Seb war nicht wenig glücklich und stolz, daß die Sommerzeit noch so früh war; das Haus konnte bequem ausgebaut werden und austrocknen bis zum Herbst. Nun wurde im Innern gehämmert und gerichtet, und Seb war überaus wohlgemut, daß er nun zum erstenmal einen Bau hergestellt, den er nicht wieder verlassen sollte.
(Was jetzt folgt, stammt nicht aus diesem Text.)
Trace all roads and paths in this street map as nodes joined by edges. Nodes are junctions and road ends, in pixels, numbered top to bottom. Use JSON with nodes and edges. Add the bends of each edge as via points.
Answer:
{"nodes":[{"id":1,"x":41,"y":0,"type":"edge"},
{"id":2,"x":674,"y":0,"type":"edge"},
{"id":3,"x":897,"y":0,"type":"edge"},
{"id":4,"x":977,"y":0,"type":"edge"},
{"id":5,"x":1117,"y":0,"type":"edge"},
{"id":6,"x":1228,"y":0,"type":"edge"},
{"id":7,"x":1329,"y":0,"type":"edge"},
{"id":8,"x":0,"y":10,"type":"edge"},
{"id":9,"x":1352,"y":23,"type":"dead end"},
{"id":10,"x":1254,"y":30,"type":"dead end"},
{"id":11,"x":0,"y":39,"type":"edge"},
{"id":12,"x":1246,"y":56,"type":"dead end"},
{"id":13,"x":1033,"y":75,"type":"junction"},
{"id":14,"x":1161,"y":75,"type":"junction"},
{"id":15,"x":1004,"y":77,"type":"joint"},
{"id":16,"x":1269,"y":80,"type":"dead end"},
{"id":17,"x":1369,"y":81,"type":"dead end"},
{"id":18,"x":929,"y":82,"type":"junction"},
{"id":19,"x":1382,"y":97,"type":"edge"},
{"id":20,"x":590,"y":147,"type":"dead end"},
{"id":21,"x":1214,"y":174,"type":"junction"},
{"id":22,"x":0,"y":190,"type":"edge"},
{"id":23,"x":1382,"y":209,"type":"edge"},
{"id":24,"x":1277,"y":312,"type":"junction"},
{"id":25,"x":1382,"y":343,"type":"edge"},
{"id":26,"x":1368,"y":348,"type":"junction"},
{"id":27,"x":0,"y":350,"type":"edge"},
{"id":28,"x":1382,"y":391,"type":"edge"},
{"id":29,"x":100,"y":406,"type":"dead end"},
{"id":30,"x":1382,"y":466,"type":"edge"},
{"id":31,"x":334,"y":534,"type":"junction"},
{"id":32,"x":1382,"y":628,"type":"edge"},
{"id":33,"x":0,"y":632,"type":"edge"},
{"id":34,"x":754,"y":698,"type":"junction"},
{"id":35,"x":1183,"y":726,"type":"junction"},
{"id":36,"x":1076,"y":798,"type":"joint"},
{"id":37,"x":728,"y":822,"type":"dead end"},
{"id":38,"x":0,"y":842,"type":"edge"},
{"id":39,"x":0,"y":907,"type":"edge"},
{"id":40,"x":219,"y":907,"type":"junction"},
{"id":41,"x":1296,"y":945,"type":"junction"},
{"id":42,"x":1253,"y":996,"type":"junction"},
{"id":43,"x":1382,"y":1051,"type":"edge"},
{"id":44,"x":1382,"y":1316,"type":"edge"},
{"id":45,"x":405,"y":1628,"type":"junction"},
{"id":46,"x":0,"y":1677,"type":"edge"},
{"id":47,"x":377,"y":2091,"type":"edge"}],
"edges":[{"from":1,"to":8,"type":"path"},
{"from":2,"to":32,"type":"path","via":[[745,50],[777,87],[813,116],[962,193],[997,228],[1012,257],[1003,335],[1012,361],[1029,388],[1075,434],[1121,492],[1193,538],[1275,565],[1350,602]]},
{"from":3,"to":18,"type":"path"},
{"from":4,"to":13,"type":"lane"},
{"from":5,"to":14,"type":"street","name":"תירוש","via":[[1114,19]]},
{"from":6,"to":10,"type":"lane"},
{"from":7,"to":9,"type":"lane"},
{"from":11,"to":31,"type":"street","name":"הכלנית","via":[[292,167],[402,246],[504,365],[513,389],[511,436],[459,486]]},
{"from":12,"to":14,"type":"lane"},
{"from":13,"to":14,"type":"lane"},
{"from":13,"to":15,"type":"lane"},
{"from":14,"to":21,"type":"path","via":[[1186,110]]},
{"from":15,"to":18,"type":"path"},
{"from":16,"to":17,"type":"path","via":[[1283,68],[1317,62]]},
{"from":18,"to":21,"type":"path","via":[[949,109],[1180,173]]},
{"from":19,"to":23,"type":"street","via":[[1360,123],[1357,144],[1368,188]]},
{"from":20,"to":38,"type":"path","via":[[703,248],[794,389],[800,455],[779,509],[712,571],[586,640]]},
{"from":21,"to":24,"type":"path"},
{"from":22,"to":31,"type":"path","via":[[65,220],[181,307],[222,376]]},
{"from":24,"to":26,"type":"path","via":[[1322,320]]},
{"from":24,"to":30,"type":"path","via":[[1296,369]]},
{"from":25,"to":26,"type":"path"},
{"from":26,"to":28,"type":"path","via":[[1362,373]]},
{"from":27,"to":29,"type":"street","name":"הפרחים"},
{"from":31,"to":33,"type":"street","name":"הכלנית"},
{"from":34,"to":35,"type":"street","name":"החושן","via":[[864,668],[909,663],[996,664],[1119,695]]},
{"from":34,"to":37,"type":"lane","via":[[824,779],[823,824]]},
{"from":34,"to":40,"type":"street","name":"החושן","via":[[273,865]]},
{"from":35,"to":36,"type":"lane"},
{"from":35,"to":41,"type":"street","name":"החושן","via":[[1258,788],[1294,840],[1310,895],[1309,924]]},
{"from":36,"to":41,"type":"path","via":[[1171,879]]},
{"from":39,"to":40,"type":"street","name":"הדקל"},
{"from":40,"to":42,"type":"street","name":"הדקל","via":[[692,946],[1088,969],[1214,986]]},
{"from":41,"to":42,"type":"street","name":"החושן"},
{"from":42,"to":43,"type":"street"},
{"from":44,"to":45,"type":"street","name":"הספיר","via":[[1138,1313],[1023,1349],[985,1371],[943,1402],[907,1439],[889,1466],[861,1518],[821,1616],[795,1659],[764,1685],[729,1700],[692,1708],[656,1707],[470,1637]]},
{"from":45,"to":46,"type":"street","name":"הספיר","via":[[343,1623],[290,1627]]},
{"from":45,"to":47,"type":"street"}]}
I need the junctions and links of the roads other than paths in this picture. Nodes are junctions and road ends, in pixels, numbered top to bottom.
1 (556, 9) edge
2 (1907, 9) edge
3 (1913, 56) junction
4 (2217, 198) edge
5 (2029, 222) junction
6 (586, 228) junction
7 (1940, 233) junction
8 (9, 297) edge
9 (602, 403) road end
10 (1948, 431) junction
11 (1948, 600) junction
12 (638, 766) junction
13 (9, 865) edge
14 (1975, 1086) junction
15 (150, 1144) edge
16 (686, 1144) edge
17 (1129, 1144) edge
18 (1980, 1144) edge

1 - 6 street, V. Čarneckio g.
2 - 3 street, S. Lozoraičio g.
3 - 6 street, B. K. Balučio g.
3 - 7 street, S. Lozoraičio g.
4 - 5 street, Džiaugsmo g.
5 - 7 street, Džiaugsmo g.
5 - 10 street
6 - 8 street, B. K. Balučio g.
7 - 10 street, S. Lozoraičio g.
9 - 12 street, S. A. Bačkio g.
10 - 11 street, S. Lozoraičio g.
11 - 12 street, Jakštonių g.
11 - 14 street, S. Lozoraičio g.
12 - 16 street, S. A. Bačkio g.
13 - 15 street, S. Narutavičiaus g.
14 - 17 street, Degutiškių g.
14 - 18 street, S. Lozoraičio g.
Aber eben als er ans Dachdecken gehen wollte, und das verstand Seb meisterlich, stund er schwindelnd vor dem Hause. Es war ihm, als müßte er selbst umfallen: die Ostseite des Hauses hatte sich ja tief gesenkt. Seb stand lange zitternd da, es versetzte ihm den Atem, und er biß sich die Lippen blutig, als er das gewahrte. Seltsamerweise bemerkte aber der Vater nichts, ja er bestritt es dem Seb, als dieser ihn darauf aufmerksam machte, und Seb wollte selbst bezweifeln, daß er das Wahre gesehen.

Die Zuversicht auf die bisherige Untrüglichkeit seines Augenmaßes, und der Wunsch, daß es ihn doch diesmal getäuscht haben möge, stritten sich in ihm. Um diesen Streit nicht zu schlichten und sich selber in der Schwebe zu halten, warf er den Zollstab weg, mit dem er eben sich hatte Gewißheit verschaffen wollen. Als er nun aber das Dach deckte, drängte sich ihm auch ohne Zollstock die Gewißheit auf, daß er richtig gesehen.

Er nagelte an der Ostseite doppelte Latten auf, er legte doppelte Ziegel, das glich wohl ein wenig aus, aber doch noch nicht genug, und jetzt tröstete ihn nur das eine, daß niemand, selbst der Vater nicht, die Senkung merkte.

Die Freude vor sich selbst war dahin, aber die Ehre vor den Menschen war doch geblieben. Er hatte dem Dorf und der ganzen Umgegend zeigen wollen, wie man ein Musterhaus baue; es sollte ihnen der Verstand aufgehen; jetzt war es nur gut, daß er ihnen nicht aufgegangen war. Der einzige, der die Sache recht beurteilen konnte, leugnete beharrlich, und das war der Vater. Seb hatte sich selber davon abhalten können, aber den Vater nicht, daß er nach allen Seiten ausmaß, aber noch jetzt, da er doch auf die Linie hin den Fehl kennen mußte, behauptete der Vater, daß alles in Ordnung sei. Und das war das Klügste. Wie sollten denn fremde Leute zur Baukunst des Seb Vertrauen haben, wenn er sein eigen Haus nicht gehörig stellen und richten konnte?

Das Dach prangte bald in ungewohnter Herrlichkeit. Der neue Ziegler, der sich im Dorf angesiedelt hatte, um als Aushelfer der Regierung die Stroh- und Schindeldächer verdrängen zu helfen, benutzte das Haus des Seb als Musterkarte und gab ihm seine neuen glasierten Ziegel zum Preise der gewöhnlichen. Aus einer doppelten Reihe von grünen und weißen Ziegeln bildete nun Seb die Buchstaben S. und Z. samt der Jahreszahl auf dem Dache, und alles betrachtete staunend und bewundernd von der Wiese das schöne »lustige Häusle«.